WHAT TO DO =>
Check each line of the data below for the word "Portfield", then extract the ones that have it.

^^^^

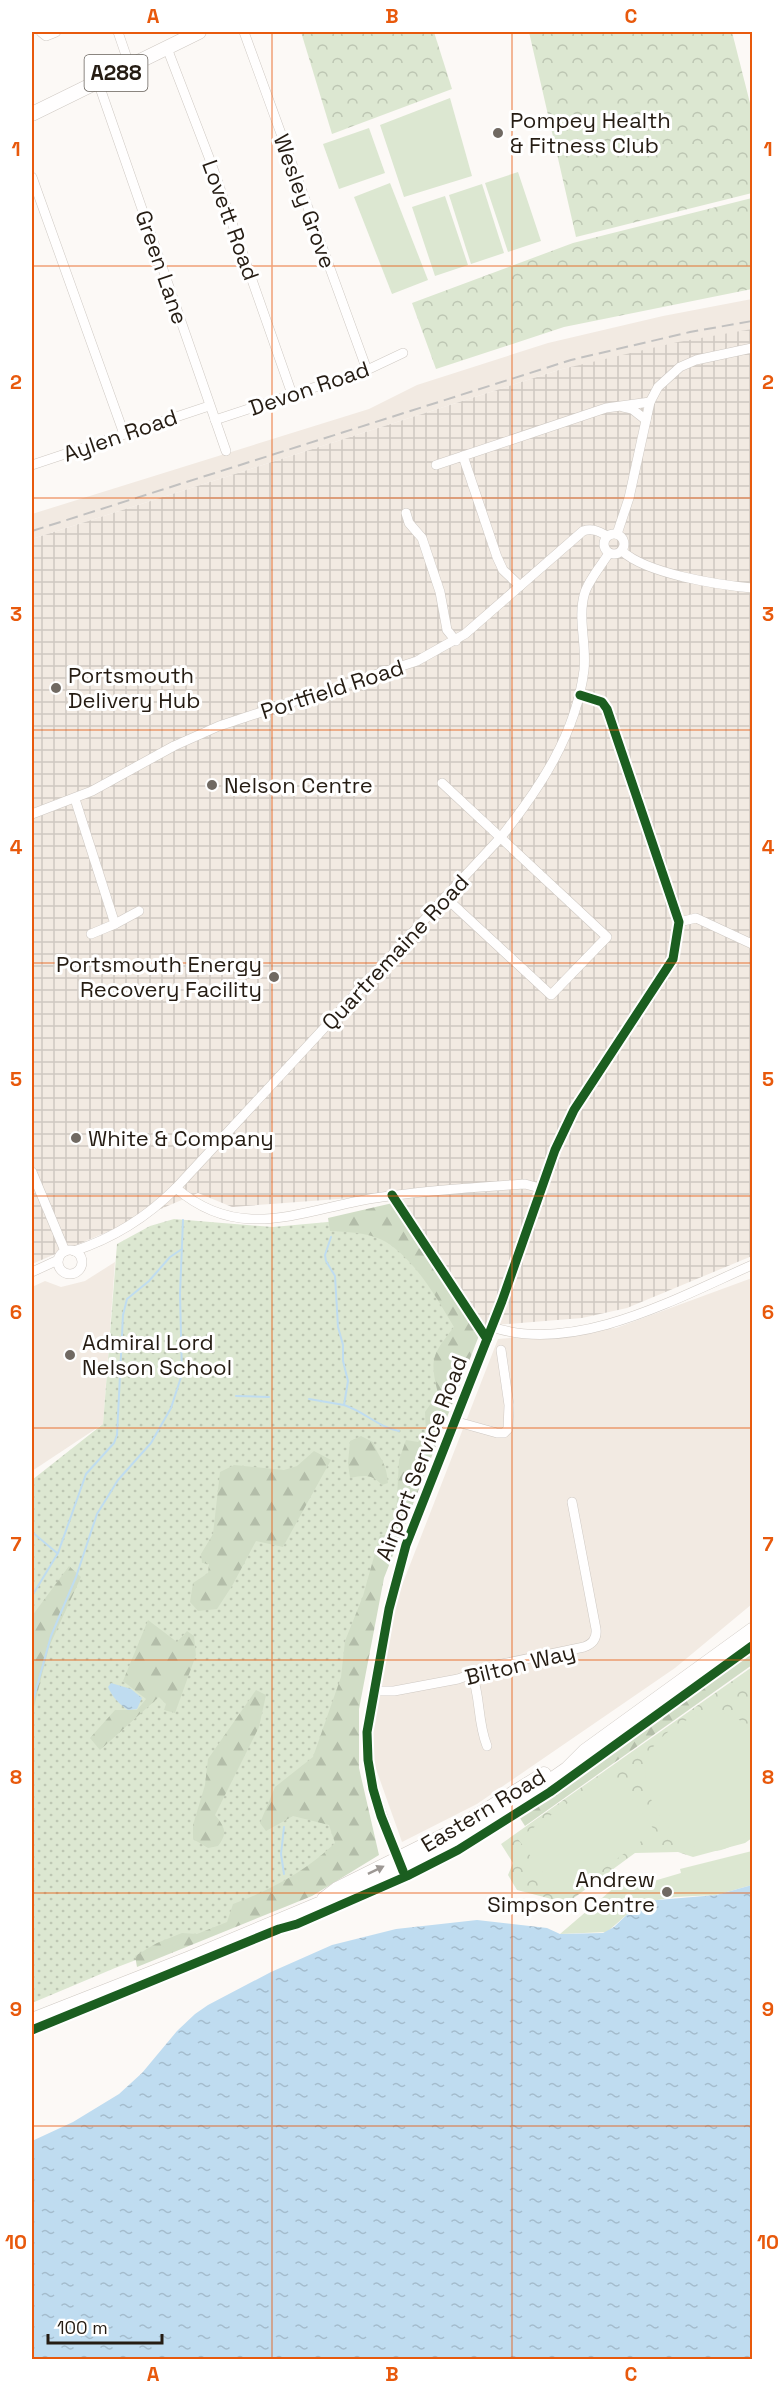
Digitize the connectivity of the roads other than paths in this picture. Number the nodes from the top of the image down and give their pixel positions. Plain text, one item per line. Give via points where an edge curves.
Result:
1 (42, 32) edge
2 (56, 32) edge
3 (118, 32) edge
4 (197, 32) edge
5 (244, 32) edge
6 (167, 48) junction
7 (130, 66) junction
8 (98, 82) junction
9 (32, 114) edge
10 (32, 177) edge
11 (753, 348) edge
12 (403, 353) dead end
13 (367, 370) junction
14 (292, 394) junction
15 (650, 402) junction
16 (209, 406) junction
17 (621, 406) junction
18 (215, 420) junction
19 (646, 420) junction
20 (124, 434) junction
21 (226, 452) dead end
22 (463, 456) junction
23 (32, 465) edge
24 (436, 465) dead end
25 (406, 513) dead end
26 (617, 534) junction
27 (607, 536) junction
28 (622, 551) junction
29 (609, 553) junction
30 (520, 586) junction
31 (753, 588) edge
32 (456, 641) junction
33 (580, 695) junction
34 (442, 783) dead end
35 (75, 799) junction
36 (32, 814) edge
37 (501, 837) junction
38 (445, 897) junction
39 (139, 911) dead end
40 (679, 922) junction
41 (115, 924) junction
42 (90, 934) dead end
43 (753, 944) edge
44 (32, 1172) edge
45 (176, 1188) junction
46 (540, 1188) junction
47 (101, 1242) junction
48 (70, 1251) junction
49 (82, 1261) junction
50 (59, 1264) junction
51 (753, 1265) edge
52 (34, 1271) edge
53 (492, 1327) junction
54 (501, 1350) dead end
55 (454, 1421) junction
56 (572, 1502) dead end
57 (753, 1630) edge
58 (472, 1675) junction
59 (374, 1691) junction
60 (487, 1746) dead end
61 (401, 1865) junction
62 (32, 2020) edge

1 - 2 street via 44,36
3 - 7 street
4 - 6 main road, A288
5 - 13 street, Wesley Grove
6 - 7 main road, A288
6 - 14 street, Lovett Road
7 - 8 main road, A288
8 - 9 main road, A288
8 - 16 street, Green Lane
10 - 20 street
11 - 15 street via 708,355 680,367 658,387
12 - 13 street, Devon Road
13 - 14 street, Devon Road
14 - 18 street, Devon Road
15 - 17 street
15 - 19 street
16 - 18 street, Green Lane
16 - 20 street, Aylen Road
17 - 19 street
17 - 22 street
18 - 21 street, Green Lane
19 - 26 street
20 - 23 street, Aylen Road
22 - 24 street
22 - 30 street via 497,557 503,570
25 - 32 street via 422,538 440,592 447,630
26 - 27 street
26 - 28 street via 624,540
27 - 29 street via 603,545
27 - 30 street, Portfield Road via 600,531 583,531
28 - 29 street
28 - 31 street via 647,565 682,576
29 - 33 street via 584,599
30 - 32 street, Portfield Road
32 - 35 street, Portfield Road via 417,661 219,726
33 - 37 street, Quartremaine Road via 560,749 535,795
33 - 40 street, Airport Service Road via 602,702 607,709
34 - 37 street
35 - 36 street, Portfield Road
35 - 41 street
37 - 38 street, Quartremaine Road
37 - 38 street via 607,937 551,995
38 - 45 street, Quartremaine Road
39 - 41 street
40 - 43 street via 696,918
40 - 46 street, Airport Service Road via 673,959 574,1110
41 - 42 street
44 - 48 street
45 - 46 street via 206,1209 227,1217 249,1219 290,1216 392,1195 525,1184
45 - 47 street, Quartremaine Road via 151,1211
46 - 53 street, Airport Service Road
47 - 48 street
47 - 49 street
48 - 49 street via 80,1255
48 - 50 street
49 - 50 street via 73,1274 65,1273
50 - 52 street
51 - 53 street via 600,1327 523,1335
53 - 55 street, Airport Service Road
54 - 55 street via 509,1405 508,1430 497,1433
55 - 59 street, Airport Service Road via 396,1577
56 - 58 street, Bilton Way via 595,1640 584,1647 496,1665
57 - 61 main road, Eastern Road via 508,1809 454,1844
58 - 59 street, Bilton Way via 406,1689
58 - 60 street via 477,1689 479,1725
59 - 61 street, Airport Service Road via 367,1732 368,1760 377,1803
61 - 62 main road, Eastern Road via 341,1898

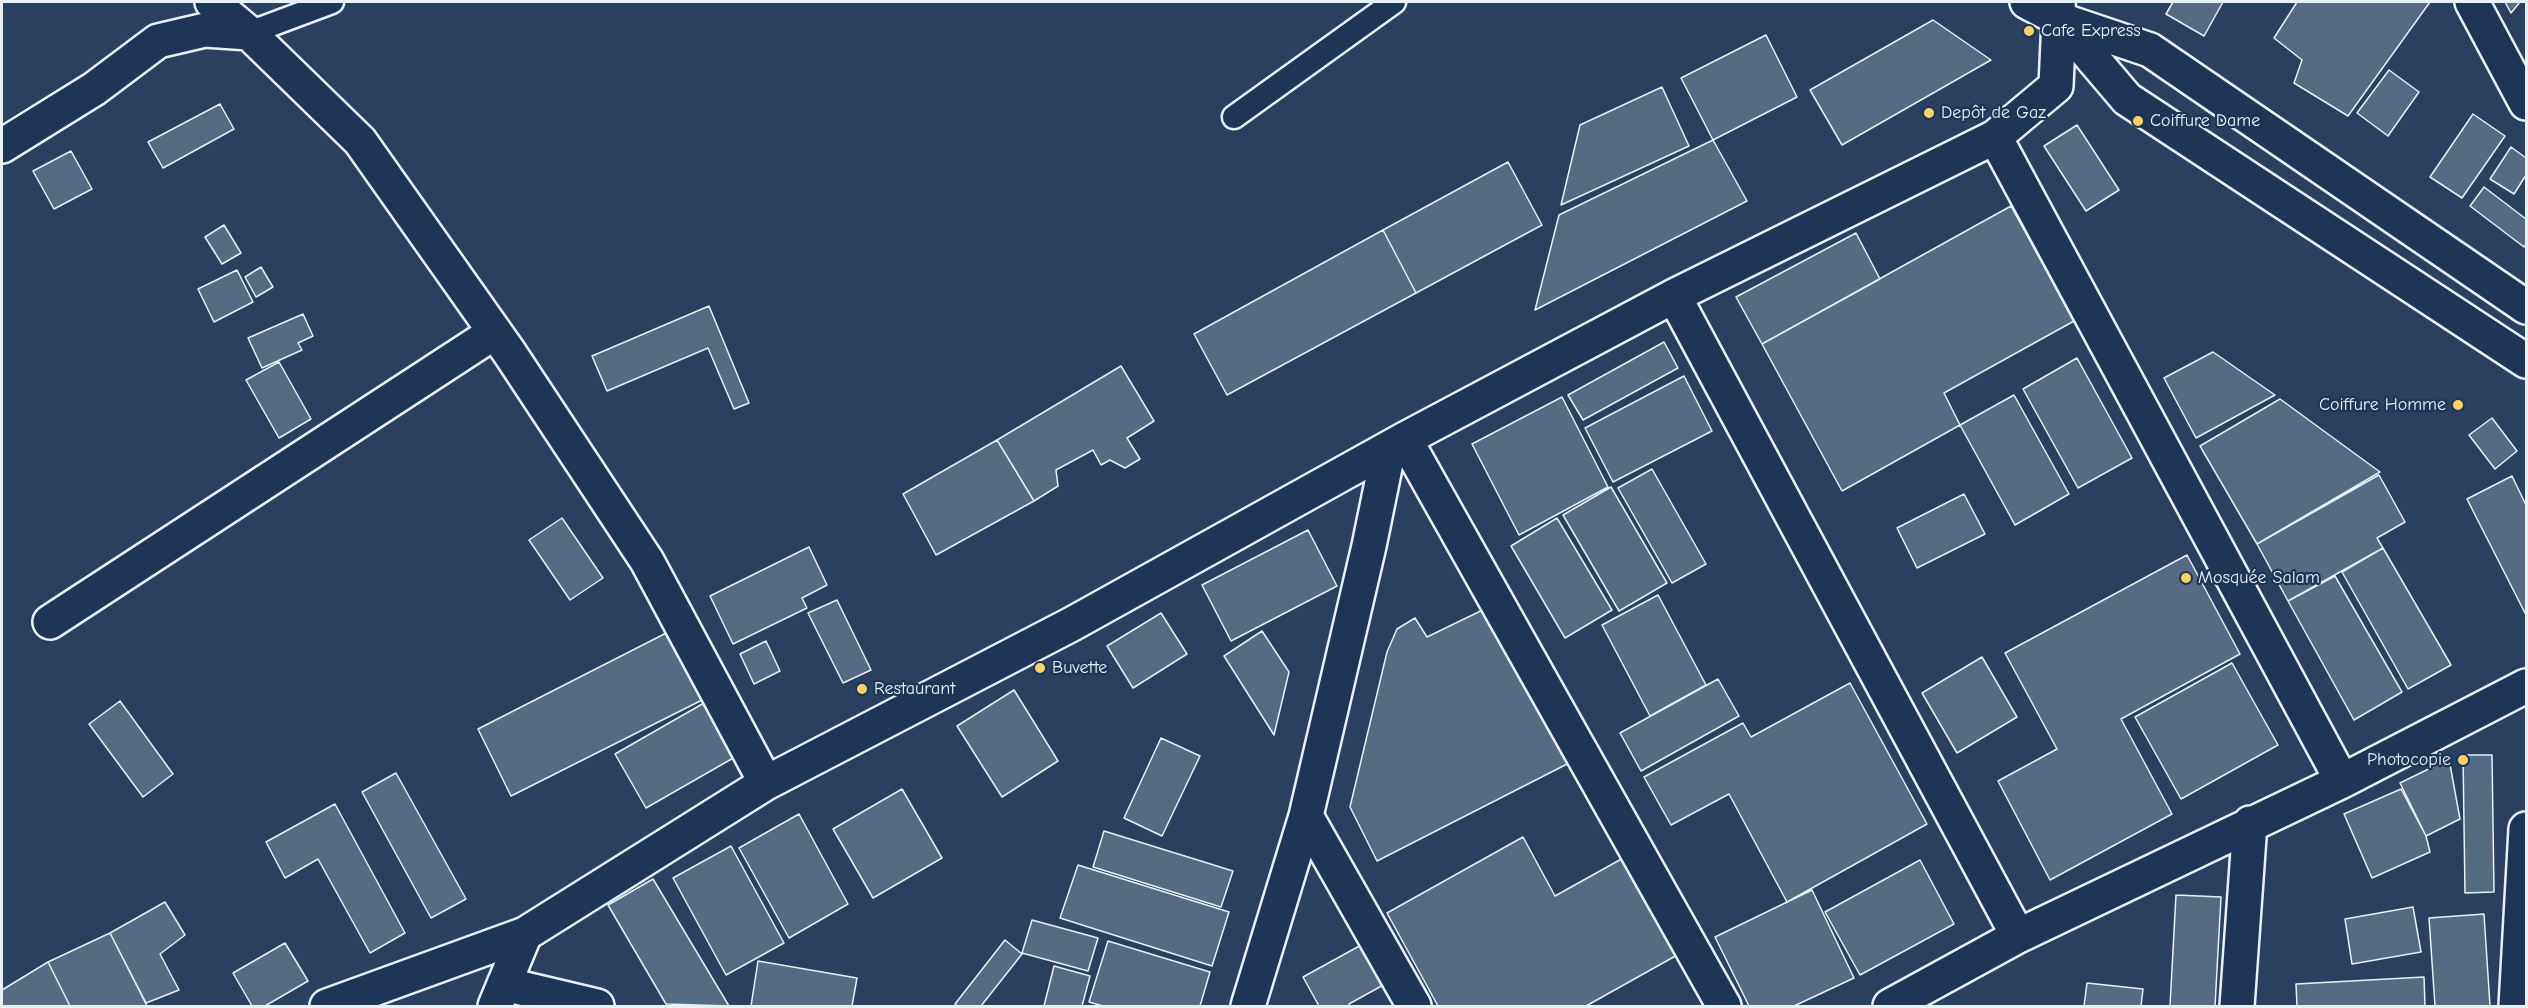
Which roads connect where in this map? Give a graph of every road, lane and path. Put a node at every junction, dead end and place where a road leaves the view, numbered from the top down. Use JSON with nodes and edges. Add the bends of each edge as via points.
{"nodes":[{"id":1,"x":212,"y":2,"type":"edge"},
{"id":2,"x":332,"y":2,"type":"edge"},
{"id":3,"x":1394,"y":2,"type":"edge"},
{"id":4,"x":2027,"y":2,"type":"edge"},
{"id":5,"x":2472,"y":2,"type":"edge"},
{"id":6,"x":2059,"y":10,"type":"edge"},
{"id":7,"x":249,"y":33,"type":"junction"},
{"id":8,"x":2526,"y":103,"type":"edge"},
{"id":9,"x":1234,"y":117,"type":"dead end"},
{"id":10,"x":1995,"y":137,"type":"junction"},
{"id":11,"x":2,"y":146,"type":"edge"},
{"id":12,"x":1674,"y":296,"type":"junction"},
{"id":13,"x":2526,"y":308,"type":"edge"},
{"id":14,"x":495,"y":332,"type":"junction"},
{"id":15,"x":2526,"y":361,"type":"edge"},
{"id":16,"x":1397,"y":443,"type":"junction"},
{"id":17,"x":50,"y":622,"type":"dead end"},
{"id":18,"x":2526,"y":686,"type":"edge"},
{"id":19,"x":2342,"y":780,"type":"junction"},
{"id":20,"x":766,"y":783,"type":"junction"},
{"id":21,"x":1306,"y":816,"type":"junction"},
{"id":22,"x":2250,"y":823,"type":"junction"},
{"id":23,"x":2526,"y":829,"type":"edge"},
{"id":24,"x":525,"y":934,"type":"junction"},
{"id":25,"x":2018,"y":936,"type":"junction"},
{"id":26,"x":500,"y":995,"type":"edge"},
{"id":27,"x":1904,"y":1003,"type":"edge"},
{"id":28,"x":327,"y":1006,"type":"edge"},
{"id":29,"x":597,"y":1006,"type":"edge"},
{"id":30,"x":1248,"y":1006,"type":"edge"},
{"id":31,"x":1414,"y":1006,"type":"edge"},
{"id":32,"x":1724,"y":1006,"type":"edge"},
{"id":33,"x":2237,"y":1006,"type":"edge"},
{"id":34,"x":2516,"y":1006,"type":"edge"}],
"edges":[{"from":1,"to":7,"type":"street"},
{"from":2,"to":7,"type":"lane"},
{"from":3,"to":9,"type":"lane"},
{"from":4,"to":6,"type":"street"},
{"from":5,"to":8,"type":"street"},
{"from":6,"to":10,"type":"street","via":[[2056,86]]},
{"from":6,"to":13,"type":"street","via":[[2150,50]]},
{"from":6,"to":15,"type":"street","via":[[2127,99]]},
{"from":7,"to":11,"type":"street","via":[[205,30],[159,41],[94,89]]},
{"from":7,"to":14,"type":"street","via":[[360,141]]},
{"from":10,"to":12,"type":"street"},
{"from":10,"to":19,"type":"street"},
{"from":12,"to":16,"type":"street"},
{"from":12,"to":25,"type":"street"},
{"from":14,"to":17,"type":"street"},
{"from":14,"to":20,"type":"street","via":[[647,561]]},
{"from":16,"to":20,"type":"street","via":[[1071,624]]},
{"from":16,"to":21,"type":"street"},
{"from":16,"to":32,"type":"street"},
{"from":18,"to":19,"type":"street"},
{"from":19,"to":22,"type":"street"},
{"from":20,"to":24,"type":"street"},
{"from":21,"to":30,"type":"street"},
{"from":21,"to":31,"type":"street"},
{"from":22,"to":25,"type":"street"},
{"from":22,"to":33,"type":"street"},
{"from":23,"to":34,"type":"street"},
{"from":24,"to":26,"type":"street"},
{"from":24,"to":28,"type":"street"},
{"from":25,"to":27,"type":"street"},
{"from":26,"to":29,"type":"street"}]}
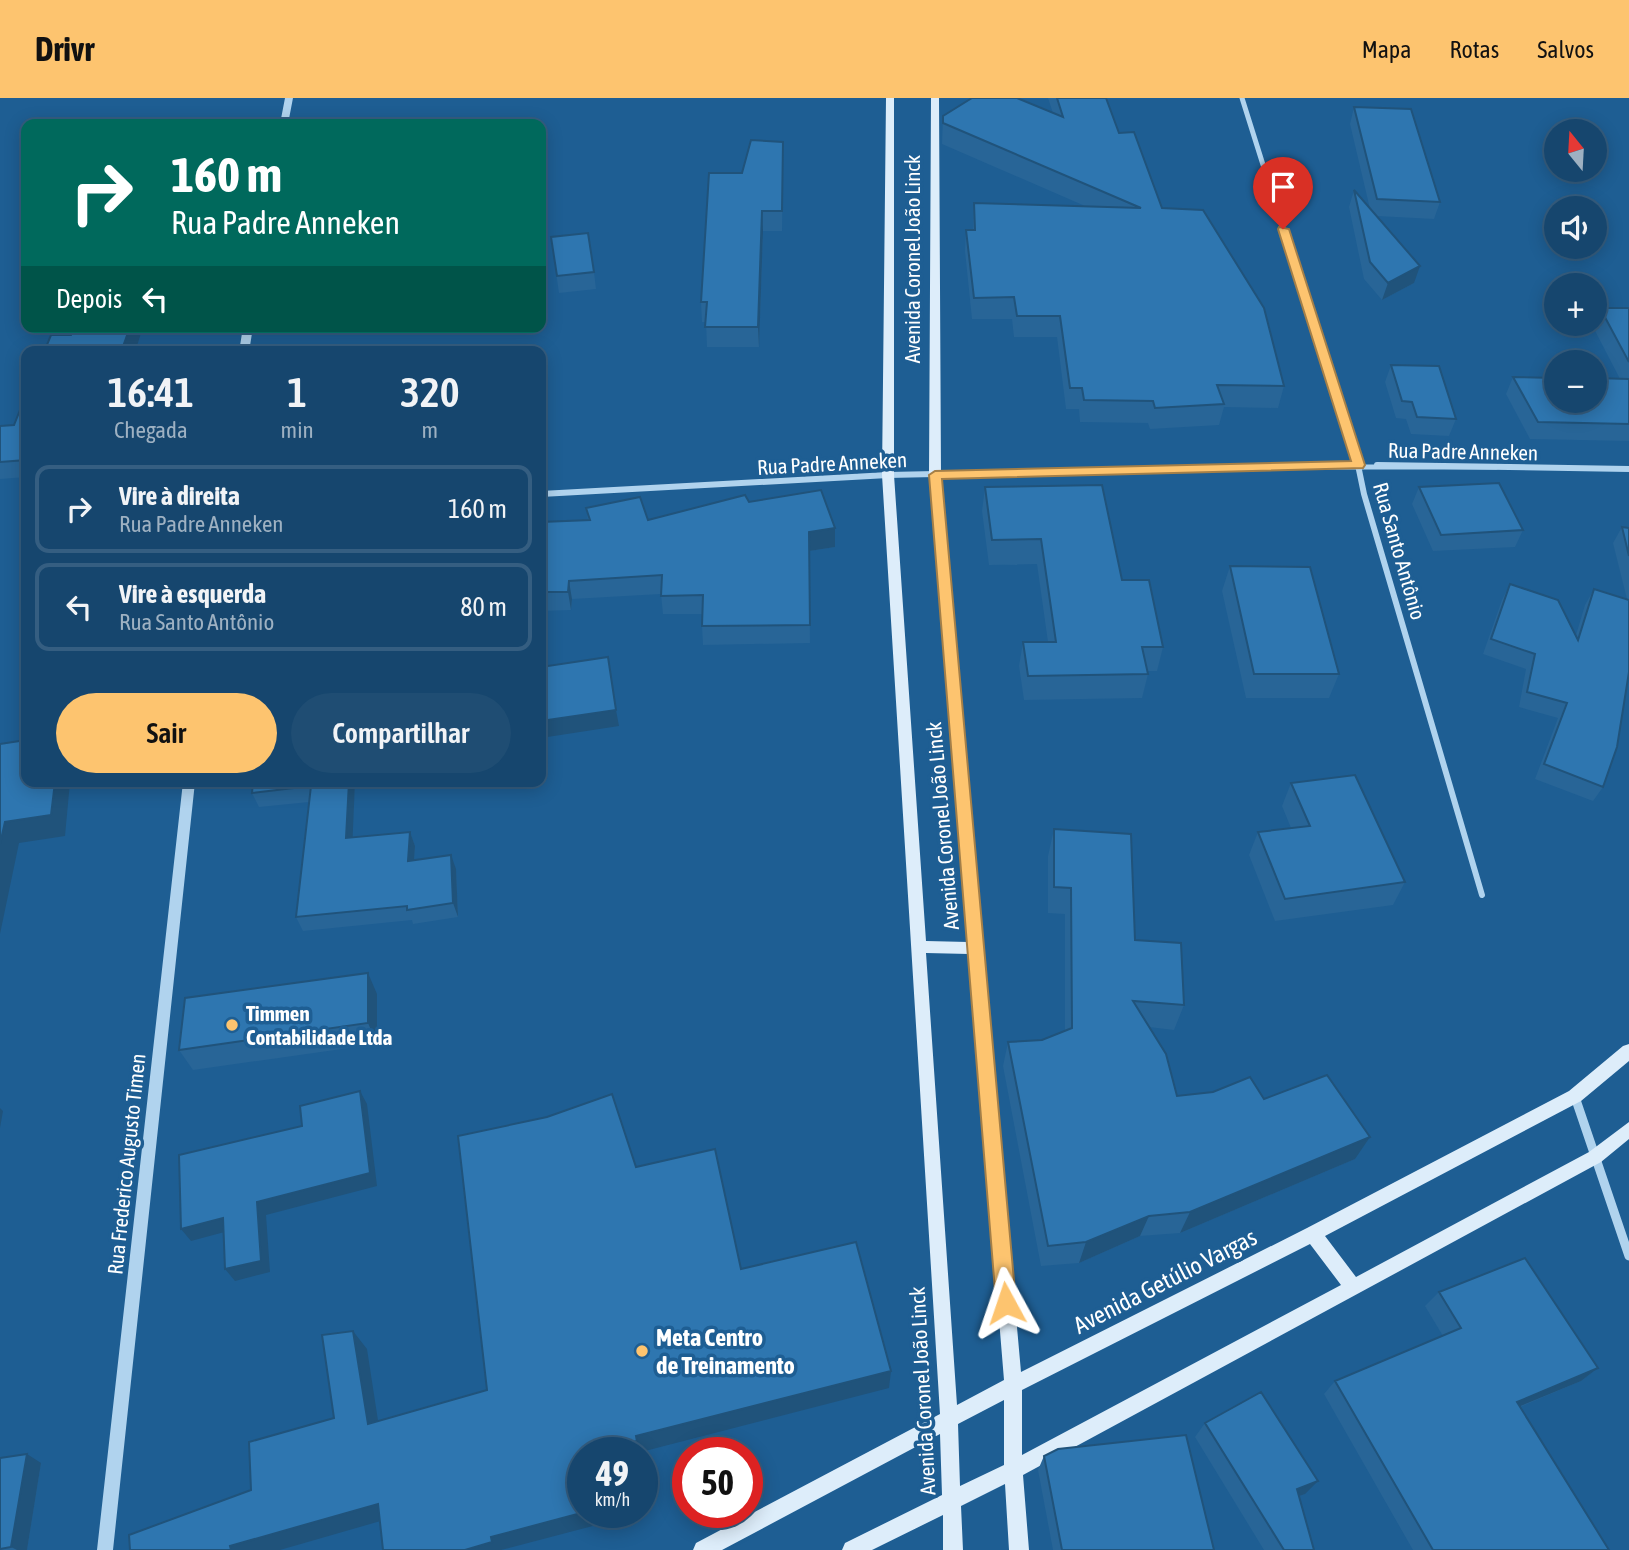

^^^^

ANSWER TO THIS PROBLEM =>
27 - 30 street, Portfield Road via 600,531 583,531
30 - 32 street, Portfield Road
32 - 35 street, Portfield Road via 417,661 219,726
35 - 36 street, Portfield Road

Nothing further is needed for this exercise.